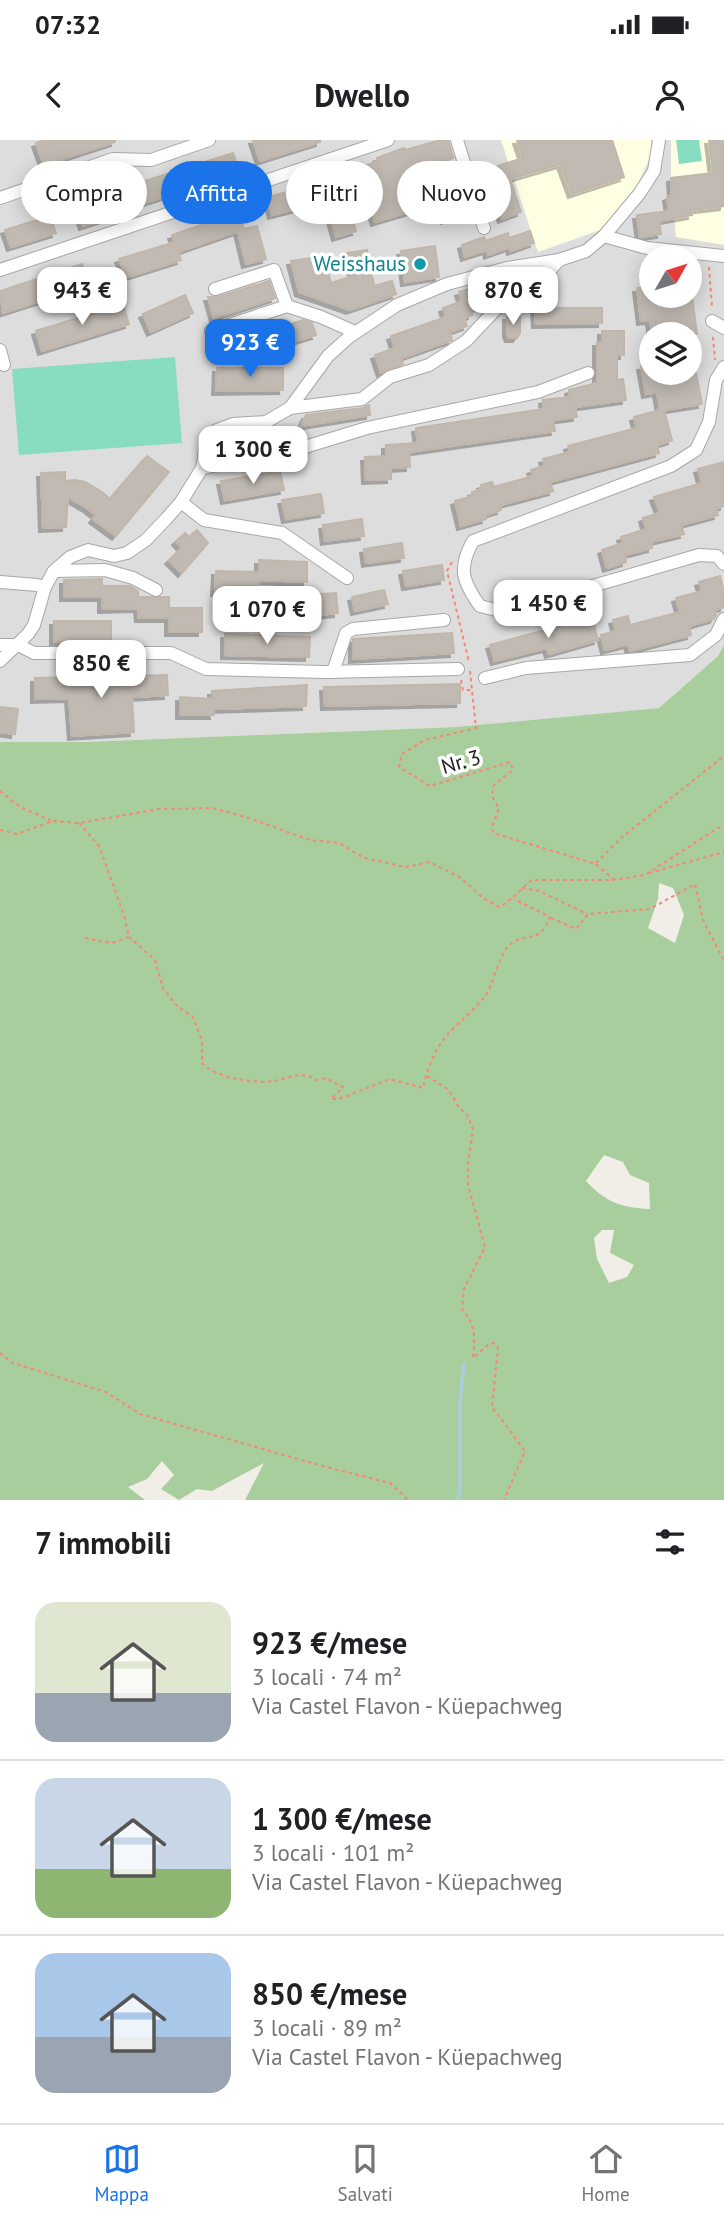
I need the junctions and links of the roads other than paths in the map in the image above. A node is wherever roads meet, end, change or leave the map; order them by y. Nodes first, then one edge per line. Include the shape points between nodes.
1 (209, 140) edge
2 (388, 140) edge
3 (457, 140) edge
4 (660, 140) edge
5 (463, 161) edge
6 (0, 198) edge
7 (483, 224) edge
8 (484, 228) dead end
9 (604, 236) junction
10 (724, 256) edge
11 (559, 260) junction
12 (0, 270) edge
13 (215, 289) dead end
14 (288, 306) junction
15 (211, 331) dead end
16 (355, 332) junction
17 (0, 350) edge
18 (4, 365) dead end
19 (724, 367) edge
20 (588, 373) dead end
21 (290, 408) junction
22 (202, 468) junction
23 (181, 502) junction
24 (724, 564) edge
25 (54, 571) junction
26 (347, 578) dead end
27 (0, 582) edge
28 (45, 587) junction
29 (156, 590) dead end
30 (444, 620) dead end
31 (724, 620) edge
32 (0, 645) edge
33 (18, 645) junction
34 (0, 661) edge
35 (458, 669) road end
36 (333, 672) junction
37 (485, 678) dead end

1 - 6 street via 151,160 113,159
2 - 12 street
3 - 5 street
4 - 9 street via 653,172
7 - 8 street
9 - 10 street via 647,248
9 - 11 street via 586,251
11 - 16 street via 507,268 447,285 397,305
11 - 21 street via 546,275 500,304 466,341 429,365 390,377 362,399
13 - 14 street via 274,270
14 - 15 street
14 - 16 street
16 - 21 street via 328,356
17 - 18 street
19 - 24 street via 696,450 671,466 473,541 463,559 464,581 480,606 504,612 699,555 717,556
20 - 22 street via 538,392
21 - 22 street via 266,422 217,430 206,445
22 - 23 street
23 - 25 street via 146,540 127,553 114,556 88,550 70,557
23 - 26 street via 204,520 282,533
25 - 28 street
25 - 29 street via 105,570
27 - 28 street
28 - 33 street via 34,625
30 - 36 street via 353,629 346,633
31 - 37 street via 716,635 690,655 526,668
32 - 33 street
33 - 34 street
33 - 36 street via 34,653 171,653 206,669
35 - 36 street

::::::

EXERCISE DIRECTIONS
Report every line of the data in which "dead" appears.

RESULT OF THE EXERCISE
8 (484, 228) dead end
13 (215, 289) dead end
15 (211, 331) dead end
18 (4, 365) dead end
20 (588, 373) dead end
26 (347, 578) dead end
29 (156, 590) dead end
30 (444, 620) dead end
37 (485, 678) dead end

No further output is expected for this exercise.